The bohemian Left in Europe is as untrustworthy as the GOP “Right” in America when it comes to taking a tough, principled stand. As I have repeatedly predicted that it would do (here and here), the government of Prime Minister Alexis Tsipras has caved in to EU creditors.

The package he accepted after a marathon negotiating session in Brussels on Monday morning is actually more stringent, and less likely to take Greece out of her nosedive recession, than the one that was on offer when he won the general election six months ago – an election which he won pledging resistance to the German-led demands for more austerity. The referendum eight days ago, at which a resounding majority of Greeks said “no” to the IMF-ECB-EU conditions for a bailout, now appears to have been a cynical exercise in demagoguery.
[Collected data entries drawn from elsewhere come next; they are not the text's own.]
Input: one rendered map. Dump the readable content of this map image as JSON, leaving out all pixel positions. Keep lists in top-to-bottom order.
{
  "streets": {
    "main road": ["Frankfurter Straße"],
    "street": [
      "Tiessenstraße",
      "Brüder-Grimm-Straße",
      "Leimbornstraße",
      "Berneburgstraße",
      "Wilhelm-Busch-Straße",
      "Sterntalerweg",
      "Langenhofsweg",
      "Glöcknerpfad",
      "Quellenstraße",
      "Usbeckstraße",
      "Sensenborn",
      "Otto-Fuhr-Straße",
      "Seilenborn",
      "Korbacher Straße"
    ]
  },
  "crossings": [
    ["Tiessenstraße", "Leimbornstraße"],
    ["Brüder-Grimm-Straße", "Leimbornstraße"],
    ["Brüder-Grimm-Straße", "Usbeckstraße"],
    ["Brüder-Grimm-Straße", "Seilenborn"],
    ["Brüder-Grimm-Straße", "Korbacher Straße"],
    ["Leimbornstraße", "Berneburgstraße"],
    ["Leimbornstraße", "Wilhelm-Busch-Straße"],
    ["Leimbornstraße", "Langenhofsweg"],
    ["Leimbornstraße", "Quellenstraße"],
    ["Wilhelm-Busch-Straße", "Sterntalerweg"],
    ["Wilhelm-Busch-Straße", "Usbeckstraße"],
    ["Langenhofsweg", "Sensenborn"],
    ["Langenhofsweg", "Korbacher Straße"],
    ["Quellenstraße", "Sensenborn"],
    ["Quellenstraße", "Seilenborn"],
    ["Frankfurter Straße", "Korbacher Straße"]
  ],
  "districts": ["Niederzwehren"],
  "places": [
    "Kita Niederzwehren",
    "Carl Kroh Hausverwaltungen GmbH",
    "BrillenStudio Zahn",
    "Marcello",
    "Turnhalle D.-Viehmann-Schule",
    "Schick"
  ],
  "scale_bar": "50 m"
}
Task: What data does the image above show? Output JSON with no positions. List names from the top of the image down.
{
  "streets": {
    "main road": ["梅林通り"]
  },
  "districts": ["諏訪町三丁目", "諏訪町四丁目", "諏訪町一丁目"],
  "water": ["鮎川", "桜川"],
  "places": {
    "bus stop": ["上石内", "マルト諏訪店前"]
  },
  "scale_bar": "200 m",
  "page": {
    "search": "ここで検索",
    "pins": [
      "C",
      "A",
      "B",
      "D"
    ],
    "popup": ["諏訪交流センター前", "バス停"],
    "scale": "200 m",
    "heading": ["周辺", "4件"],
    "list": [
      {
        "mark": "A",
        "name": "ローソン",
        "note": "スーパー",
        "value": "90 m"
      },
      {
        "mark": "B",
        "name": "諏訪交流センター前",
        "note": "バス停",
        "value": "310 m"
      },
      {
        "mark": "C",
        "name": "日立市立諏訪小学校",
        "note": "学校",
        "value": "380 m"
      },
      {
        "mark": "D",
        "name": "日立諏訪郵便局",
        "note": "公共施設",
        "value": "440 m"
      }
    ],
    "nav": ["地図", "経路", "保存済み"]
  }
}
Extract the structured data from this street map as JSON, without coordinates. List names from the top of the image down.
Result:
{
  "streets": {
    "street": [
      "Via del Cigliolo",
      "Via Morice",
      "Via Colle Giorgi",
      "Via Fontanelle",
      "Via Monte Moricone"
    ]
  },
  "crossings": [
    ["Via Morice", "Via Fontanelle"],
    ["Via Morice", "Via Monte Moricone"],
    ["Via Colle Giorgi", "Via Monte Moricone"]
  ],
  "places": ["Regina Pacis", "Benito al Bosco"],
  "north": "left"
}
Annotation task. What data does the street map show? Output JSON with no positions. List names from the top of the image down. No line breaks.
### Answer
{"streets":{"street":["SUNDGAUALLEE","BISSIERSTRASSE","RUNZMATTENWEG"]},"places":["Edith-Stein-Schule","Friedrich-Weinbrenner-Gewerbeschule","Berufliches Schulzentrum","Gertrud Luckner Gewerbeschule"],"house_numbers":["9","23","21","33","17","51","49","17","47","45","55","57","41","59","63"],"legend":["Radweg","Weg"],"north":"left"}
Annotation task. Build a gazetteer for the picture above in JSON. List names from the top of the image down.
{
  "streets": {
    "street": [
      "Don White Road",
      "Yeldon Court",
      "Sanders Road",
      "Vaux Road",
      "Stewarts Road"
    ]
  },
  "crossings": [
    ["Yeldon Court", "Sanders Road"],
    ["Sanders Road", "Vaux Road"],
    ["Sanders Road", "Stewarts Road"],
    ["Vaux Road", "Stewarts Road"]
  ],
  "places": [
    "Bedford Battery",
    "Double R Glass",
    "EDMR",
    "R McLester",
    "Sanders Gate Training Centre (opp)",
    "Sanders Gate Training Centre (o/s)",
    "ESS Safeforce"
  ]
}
Tsipras has totally capitulated on his earlier “red lines,” including value-added tax discounts for Greek islands in danger of depopulation and a drastic increase in the state pension age. “We are confronted with crucial decisions,” he said feebly. “We got a mandate to bring a better deal than the ultimatum that the Eurogroup gave us, but certainly not given a mandate [sic!] to take Greece out of the eurozone.” According to a London-based financial analyst, the proposals suggested by Tsipras were confusing “yet what we have seen is a giant step closer towards the creditors prior proposal which was subsequently rejected, ironically by Tsipras.”

“The advantages far outweigh the disadvantages,” a somber Angela Merkel declared, and the Bundestag will undoubtedly endorse her triumph in the forthcoming debate. “The country which we help,” she said without even naming Greece, “has shown a willingness and readiness to carry out reforms.” To keep Greek banks and economy afloat, just, some 82 billion euros ($90bn) will be made available, but there is no mention whatsoever of reducing the debt burden (an anathema in Berlin), extending maturity dates on existing Greek debts, or reprogramming them at current ECB interest rates for a fixed term.

This kind of “help” guarantees continuing agony. The Greeks had lived above their means before 2010, cooking the books and borrowing wantonly, but the lenders were equally irresponsible – their calculus was comparable somewhat to the millions of unviable mortgages all leading American banks had granted before 2008. In both cases the banks are protected. In America the taxpayers footed the bill. In Europe, however, Greece is still expected to stay the course, although repayment is a mathematical impossibility.

As part of Greece’s commitments, Frau Merkel added, a fund will be created to use the proceeds from selling off assets owned by the Greek government to help pay down the country’s debt “to the tune of” €50 billion. In other words, almost two-thirds of the “bailout” will be covered from Greece’s dwindling state-owned resources. It is an even bet that German-led consortiums will be happy to take advantage of the fire-sale of the port of Piraeus and all the rest.

As if to add insult to injury, Greece will be additionally required to seek “assistance” from the IMF, and to accept its continuous monitoring of the Greek government’s observance of the EU-dictated bailout terms. Tsipras had previously rejected an ongoing IMF role, rightly pointing out that its medicine is regularly resulting in worse outcomes than the condition it was meant to cure. In macroeconomic terms IMF’s assistance can be compared to the “fraternal assistance” extended by Leonid Brezhnev’s USSR and the rest of the “socialist camp” to Czechoslovakia in August 1968.

Why did Tsipras capitulate, when he had a clear national mandate to seek a better deal? “We gave a tough battle for six months and fought until the end in order to achieve the best we could, a deal that would allow Greece to stand on its feet,” he announced. “We faced hard decisions, tough dilemmas,” he said, and added, significantly, that the Greek authorities finally “assumed the responsibility of averting the extremist ambitions of the most conservative circles in Europe.”

So here’s the devil. Having won a general election last February and a referendum on July 4 on the pledge to defend his beleaguered county’s existential interests, Tsipras the Che Guevara afficionado has decided that saving the EU liberal-Stalinist postmodern project from “the most conservative circles in Europe” (i.e. UKIP, Marie Le Pen, Strache, Vlaamse Belang et al) has to take precedence, after all. Shame on him.